Two other stud farms were also involved in achieving a more modern Section B -- Farnley Farm in Virginia, and GlanNant in New York, through their respective foundation sires: *DOWNLAND DRUMMER BOY, a bay who doubles back to the 12h chestnut DOWNLAND SERCHOG (of Criban ancestory), and *CUSOP SHERIFF whose generational bloodlines are close in to SAHARA(Arab Barb stallion) and several trotting cob lines.

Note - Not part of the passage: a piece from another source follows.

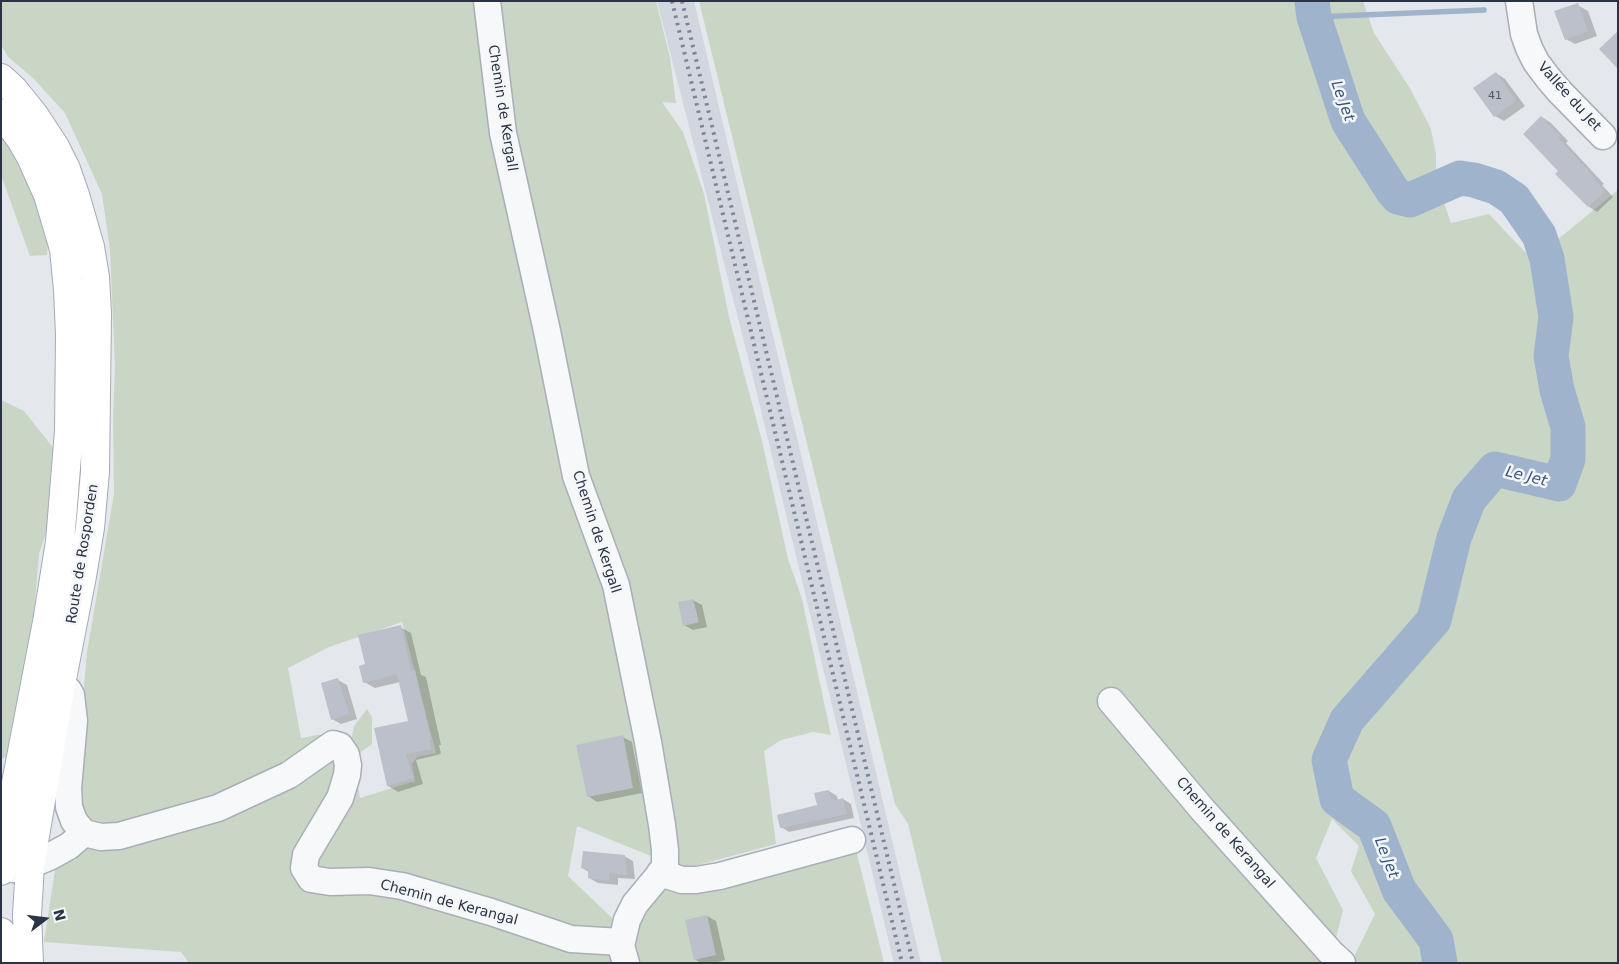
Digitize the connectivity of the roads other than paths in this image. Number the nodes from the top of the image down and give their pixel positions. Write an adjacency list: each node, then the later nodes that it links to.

It was said of DOWNLAND DRUMMER BOY that he was both patient and kind, and that he passed on his gentle temprament to all his get. Drummer Boy was the maternal half-brother to DOWNLAND DAULPHIN who had had a great deal of influence on the modern Section Bs, particularly through his son DOWNLAND CHEVALIER who grew over height at 13.3h and therefore was never shown. DOWNLAND DRUMMER BOY appears in almost every Farnley pony pedigree, and most probably accounts for the huge numbers of Farnley ponies that are winning in the hunter show ring today. He was also another one who was instrumental in the resurgence of the chestnut and bay colored Section B Welsh pony. *CUSOP SHERIFF (B-11466) was used by the GlanNant, Shenandoah, and Findeln Stud through the 1960's and 1970's siring some of the top Welsh Section B ponies today. His breedings with Findeln Cricket (a black daughter of *Brockwell Spider) and Shenandoah Moonstep produced outstanding breeding stock for show ponies in the hunter ring. These three famous Section B sires, and the three stud farms that inter-bred their stock to each other's, could fully be credited for the phenominal rise and success of the Section B today.
Color Returns to the Welsh PonyThe heavy infusion of Arabian blood in 1900-1920 did much to render the formerly bay and chestnut Welsh pony of any color except gray. Now and then a darker color would surface, but little was done to foster back the chestnut and bay colors until the 1980's when a darker colored pony was found to be more desireable for the hunter show ring. The bay/roan stallion CRIBAN VICTOR, the bay DOWNLAND DAUPHIN, his chestnut son DOWLAND CHEVALIER, the bay DOWNLAND DRUMMER BOY, and the brown/bay COED COCH BALLOG, as well as several other popular dark Welsh stallions of BROCKWELL COBWEB breeding that were being extensively used by the Welsh pony hunter-type breeders, were instrumental in returning some color to the Welsh ranks.
A great many of these color lines trace back to the early days when the black/bay/chestnut Thoroughbreds and Hackneys figured strongly in the foundation lineage. Section C & D are overwhelming of bay and brown coloring due to their extremely strong infusion of dark colored Hackney and draft blood. It was only a matter of time, however, before the gray Arabian coat color gave way to the more traditional colors of bay, black, and chestnut in the coats of the modern Section B Welsh Pony.
The Section A still shows a strong preference for their ancestral gray Arabian coloring, but more and more bays and chestnuts are now being seen, emphasizing the never-ending variety of genetics that went into the physical make-up of the Welsh pony breed.